===== SOURCE DATA

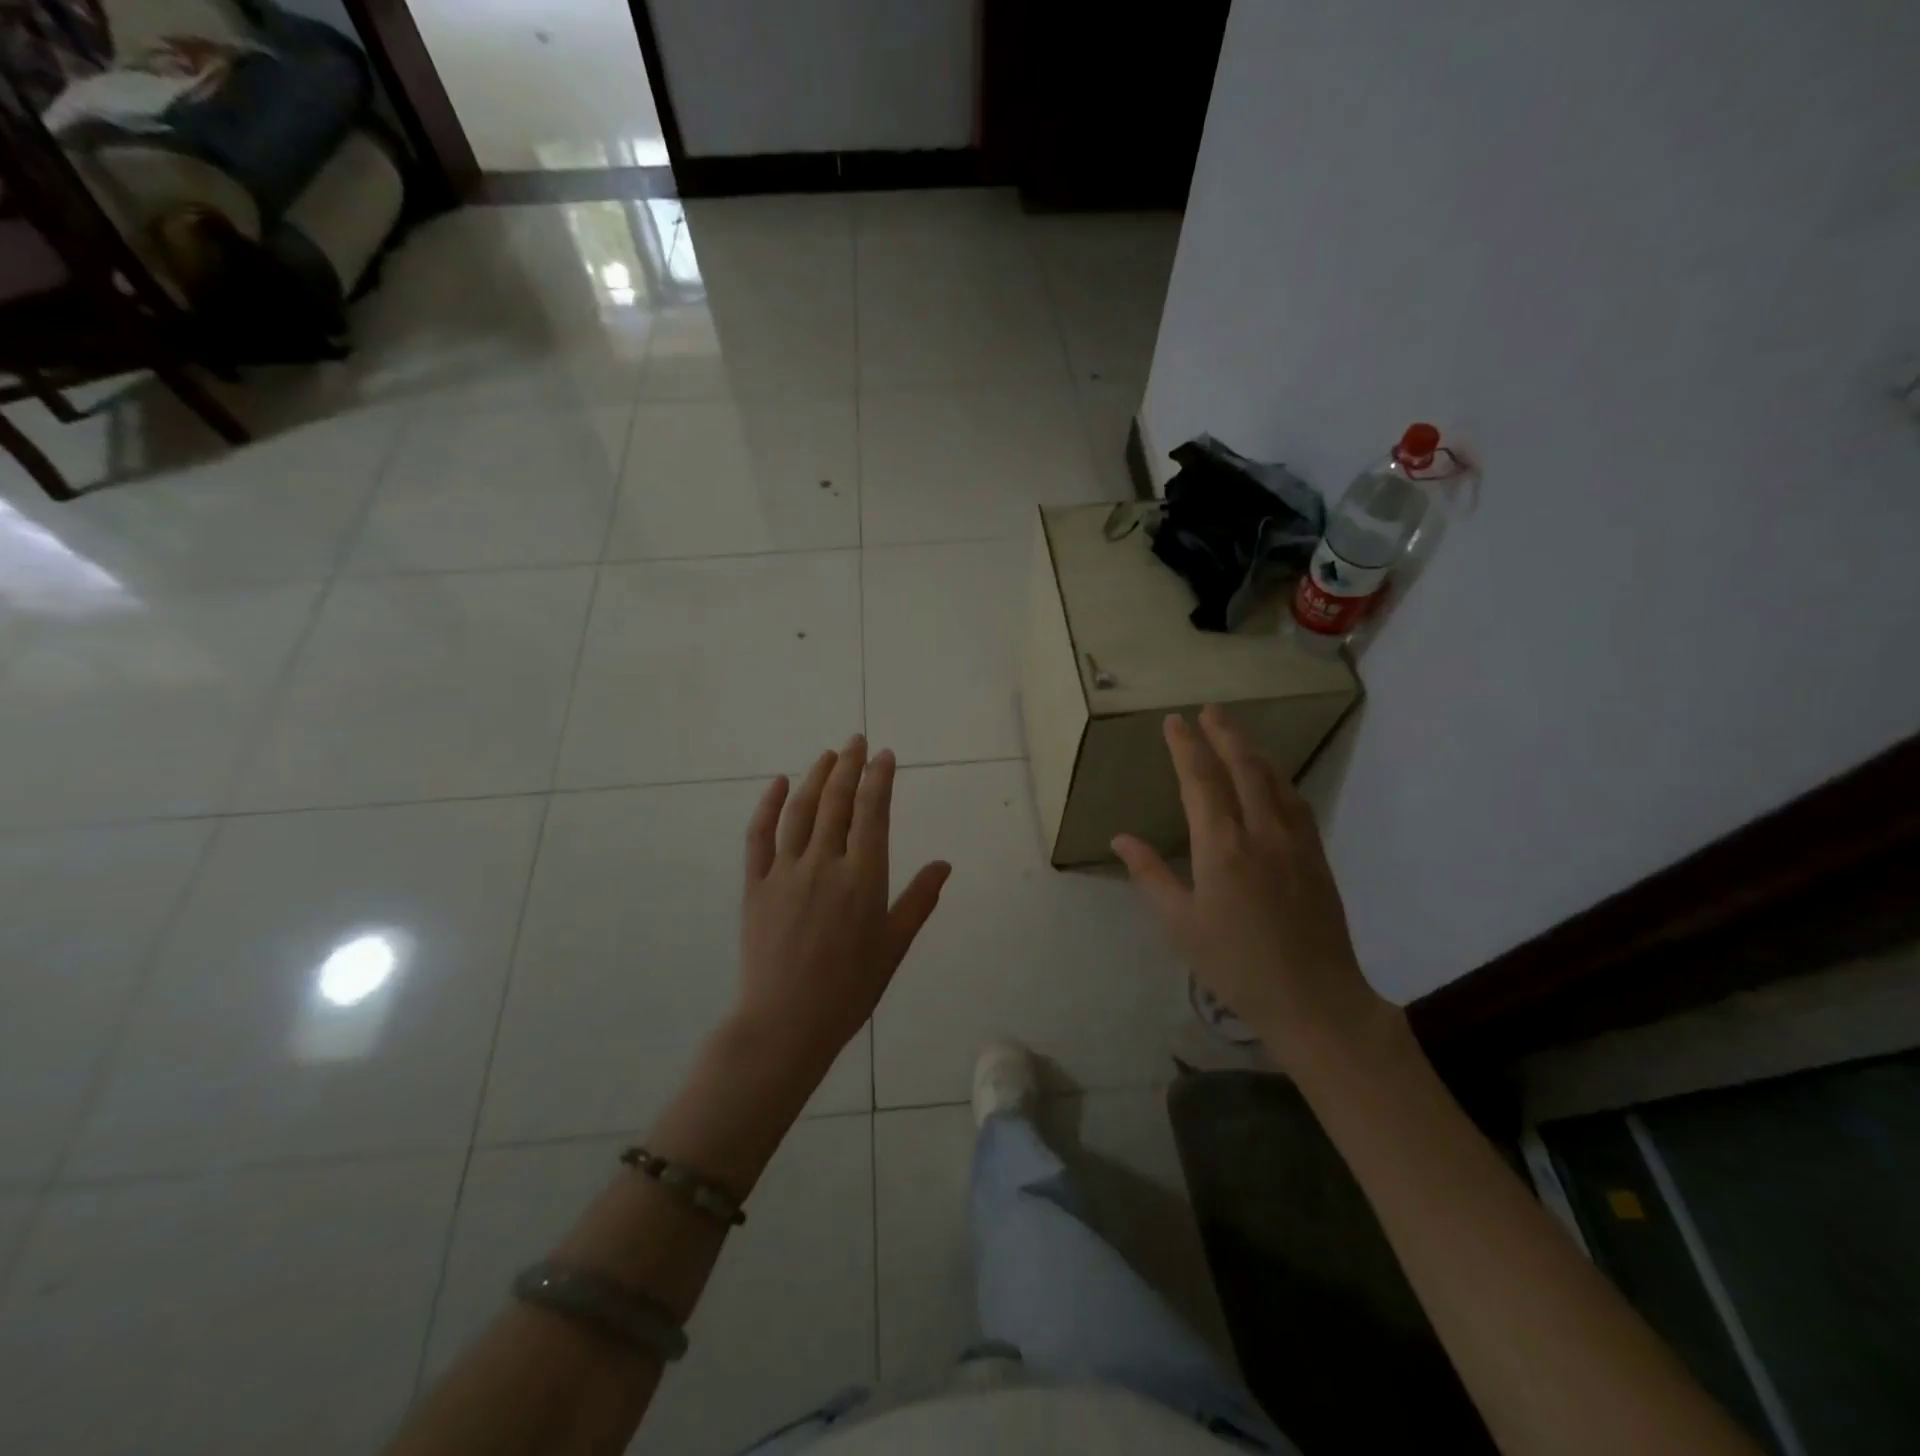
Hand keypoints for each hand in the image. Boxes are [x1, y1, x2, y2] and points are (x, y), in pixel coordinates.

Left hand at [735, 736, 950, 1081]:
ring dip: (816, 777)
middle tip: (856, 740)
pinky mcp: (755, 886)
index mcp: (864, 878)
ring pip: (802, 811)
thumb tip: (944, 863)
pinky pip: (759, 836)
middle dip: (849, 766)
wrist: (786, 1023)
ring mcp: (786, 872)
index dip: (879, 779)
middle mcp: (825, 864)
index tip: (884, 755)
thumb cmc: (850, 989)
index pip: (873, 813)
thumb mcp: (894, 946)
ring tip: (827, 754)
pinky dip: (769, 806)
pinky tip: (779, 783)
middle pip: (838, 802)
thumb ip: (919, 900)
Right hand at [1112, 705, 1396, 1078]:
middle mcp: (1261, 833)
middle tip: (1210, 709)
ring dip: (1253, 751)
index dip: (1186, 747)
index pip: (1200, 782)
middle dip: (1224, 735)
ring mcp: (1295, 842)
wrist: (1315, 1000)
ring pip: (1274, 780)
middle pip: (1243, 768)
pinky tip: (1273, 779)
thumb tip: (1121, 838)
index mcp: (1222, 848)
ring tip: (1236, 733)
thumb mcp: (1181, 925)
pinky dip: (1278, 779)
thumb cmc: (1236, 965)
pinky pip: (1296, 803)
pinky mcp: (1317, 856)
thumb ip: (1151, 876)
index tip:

==========

**PROBLEM**
A faithful copy of all the records is required, with the pictures left out.

**ANSWER SECTION**
Hand keypoints for each hand in the image. Boxes are [x1, y1, x2, y2] and points are (x, y), in pixel coordinates.

Left hand at [735, 736, 950, 1081]:
ring dip: (816, 777)
middle tip: (856, 740)
pinky mcp: (755, 886)
index mcp: (864, 878)
ring pip: (802, 811)
thumb tip: (944, 863)
pinky pip: (759, 836)
middle dip: (849, 766)
wrist: (786, 1023)
ring mcp: (786, 872)
index dip: (879, 779)
middle mcp: (825, 864)
index tip: (884, 755)
thumb cmc: (850, 989)
index pip: (873, 813)
thumb mcp: (894, 946)
ring tip: (827, 754)
pinky dip: (769, 806)
pinky tip: (779, 783)
middle pip: (838, 802)
thumb ip: (919, 900)
Right hand at [1112, 705, 1396, 1078]:
middle mcp: (1261, 833)
middle tip: (1210, 709)
ring dip: (1253, 751)
index dip: (1186, 747)
index pip: (1200, 782)
middle dip: (1224, 735)
ring mcp: (1295, 842)
wrist: (1315, 1000)
ring pip: (1274, 780)
middle pip: (1243, 768)
pinky tip: (1273, 779)
thumb tip: (1121, 838)
index mcp: (1222, 848)
ring tip: (1236, 733)
thumb mcp: (1181, 925)
pinky dip: (1278, 779)
thumb cmc: (1236, 965)
pinky pip: (1296, 803)
pinky mcp: (1317, 856)
thumb ip: (1151, 876)
index tip:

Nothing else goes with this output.